DPD, the French-owned delivery company, is to become one of the UK’s biggest operators of electric vehicles after ordering 750 zero-emission vans that will double its battery-run fleet to 1,500.
The order for Maxus vans is believed to be Britain’s biggest single order of Chinese-made vehicles.
Maxus was formerly known as LDV, or Leyland Daf Vans, a vestige of the old British-owned car industry.
The intellectual property of LDV was acquired by SAIC — the Shanghai Automotive Industry Corporation — in 2010 after it went into administration during the global financial crisis.
DPD, a division of La Poste, is taking delivery of 500 larger 3.5 tonne Ford Transit-style vans and 250 smaller vehicles. A fleet of 1,500 electric vans would represent nearly a fifth of DPD’s total UK fleet of 8,000 vehicles.

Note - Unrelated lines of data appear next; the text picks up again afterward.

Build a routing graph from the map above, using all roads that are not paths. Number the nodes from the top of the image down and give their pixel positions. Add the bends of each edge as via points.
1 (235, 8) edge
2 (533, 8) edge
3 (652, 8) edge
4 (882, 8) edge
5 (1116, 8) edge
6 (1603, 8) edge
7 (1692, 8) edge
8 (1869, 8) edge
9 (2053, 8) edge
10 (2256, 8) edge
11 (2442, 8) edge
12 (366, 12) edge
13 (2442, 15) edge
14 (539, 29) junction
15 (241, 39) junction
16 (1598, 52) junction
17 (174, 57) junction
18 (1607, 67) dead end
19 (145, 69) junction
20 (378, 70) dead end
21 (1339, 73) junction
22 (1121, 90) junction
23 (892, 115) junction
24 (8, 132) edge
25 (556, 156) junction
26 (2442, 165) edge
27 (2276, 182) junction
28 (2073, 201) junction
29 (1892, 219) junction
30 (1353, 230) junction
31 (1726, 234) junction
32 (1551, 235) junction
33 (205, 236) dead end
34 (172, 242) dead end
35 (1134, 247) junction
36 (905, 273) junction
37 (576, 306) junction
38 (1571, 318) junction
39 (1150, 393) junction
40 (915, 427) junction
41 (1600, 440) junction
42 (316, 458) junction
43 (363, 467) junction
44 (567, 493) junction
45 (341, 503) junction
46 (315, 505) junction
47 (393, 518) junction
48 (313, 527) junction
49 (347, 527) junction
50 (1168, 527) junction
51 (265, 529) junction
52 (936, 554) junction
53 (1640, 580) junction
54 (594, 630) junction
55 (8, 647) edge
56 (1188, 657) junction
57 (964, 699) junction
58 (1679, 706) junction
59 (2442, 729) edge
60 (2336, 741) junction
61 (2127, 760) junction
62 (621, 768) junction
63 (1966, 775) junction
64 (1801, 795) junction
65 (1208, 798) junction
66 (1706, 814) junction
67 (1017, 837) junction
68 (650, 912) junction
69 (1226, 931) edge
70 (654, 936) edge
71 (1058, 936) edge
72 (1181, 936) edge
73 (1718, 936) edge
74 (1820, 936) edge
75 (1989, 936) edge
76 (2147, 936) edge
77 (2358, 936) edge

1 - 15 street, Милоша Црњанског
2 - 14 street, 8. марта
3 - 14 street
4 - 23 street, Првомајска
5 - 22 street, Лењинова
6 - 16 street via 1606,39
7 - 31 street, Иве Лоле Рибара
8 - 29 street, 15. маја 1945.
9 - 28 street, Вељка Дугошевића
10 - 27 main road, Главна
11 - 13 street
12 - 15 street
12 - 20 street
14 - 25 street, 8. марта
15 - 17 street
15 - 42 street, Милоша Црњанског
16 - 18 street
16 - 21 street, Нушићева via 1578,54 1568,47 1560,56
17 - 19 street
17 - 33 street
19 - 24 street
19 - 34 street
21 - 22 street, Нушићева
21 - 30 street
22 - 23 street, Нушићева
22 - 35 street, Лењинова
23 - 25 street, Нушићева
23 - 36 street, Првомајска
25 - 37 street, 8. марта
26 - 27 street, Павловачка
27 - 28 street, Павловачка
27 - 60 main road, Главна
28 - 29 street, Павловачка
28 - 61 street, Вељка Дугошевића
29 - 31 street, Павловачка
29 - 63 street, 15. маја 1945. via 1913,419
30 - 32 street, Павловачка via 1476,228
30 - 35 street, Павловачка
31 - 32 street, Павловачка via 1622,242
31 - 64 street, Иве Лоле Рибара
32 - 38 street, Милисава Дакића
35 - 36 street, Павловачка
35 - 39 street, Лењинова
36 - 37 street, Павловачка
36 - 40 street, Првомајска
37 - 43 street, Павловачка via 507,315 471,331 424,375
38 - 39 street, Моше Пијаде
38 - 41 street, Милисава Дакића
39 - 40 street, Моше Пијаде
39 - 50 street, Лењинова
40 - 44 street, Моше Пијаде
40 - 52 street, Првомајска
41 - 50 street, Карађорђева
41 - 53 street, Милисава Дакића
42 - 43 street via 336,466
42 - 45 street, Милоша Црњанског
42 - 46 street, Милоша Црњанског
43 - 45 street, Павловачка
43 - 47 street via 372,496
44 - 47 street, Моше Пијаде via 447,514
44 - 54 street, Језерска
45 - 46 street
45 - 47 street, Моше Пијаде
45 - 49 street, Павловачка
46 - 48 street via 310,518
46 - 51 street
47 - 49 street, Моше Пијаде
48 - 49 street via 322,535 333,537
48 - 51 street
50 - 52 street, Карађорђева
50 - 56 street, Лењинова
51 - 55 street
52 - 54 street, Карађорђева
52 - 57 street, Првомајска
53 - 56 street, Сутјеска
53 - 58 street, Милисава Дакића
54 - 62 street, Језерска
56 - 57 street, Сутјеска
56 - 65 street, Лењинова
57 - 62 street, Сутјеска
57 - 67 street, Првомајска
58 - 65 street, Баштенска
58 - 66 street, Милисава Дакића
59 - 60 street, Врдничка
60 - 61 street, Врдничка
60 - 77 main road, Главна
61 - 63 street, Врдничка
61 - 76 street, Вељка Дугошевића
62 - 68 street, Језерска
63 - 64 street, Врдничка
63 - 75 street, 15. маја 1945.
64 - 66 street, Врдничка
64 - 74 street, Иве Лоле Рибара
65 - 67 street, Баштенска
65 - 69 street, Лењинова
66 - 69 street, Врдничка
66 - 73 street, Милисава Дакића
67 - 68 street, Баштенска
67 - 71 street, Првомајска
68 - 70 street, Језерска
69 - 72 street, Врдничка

It is a big deal for SAIC as the number of its Maxus electric vans in the UK is reckoned to be in the low hundreds. The larger Maxus vans claim to be able to operate for 200 miles on a charge.
Olly Craughan, a DPD director, said: “The 3.5 tonne van is the workhorse of any delivery and collection fleet, so to get our hands on an EV with this kind of capacity and range is a real game-changer. We know from our shippers that being able to offer their customers green deliveries is a huge plus point.”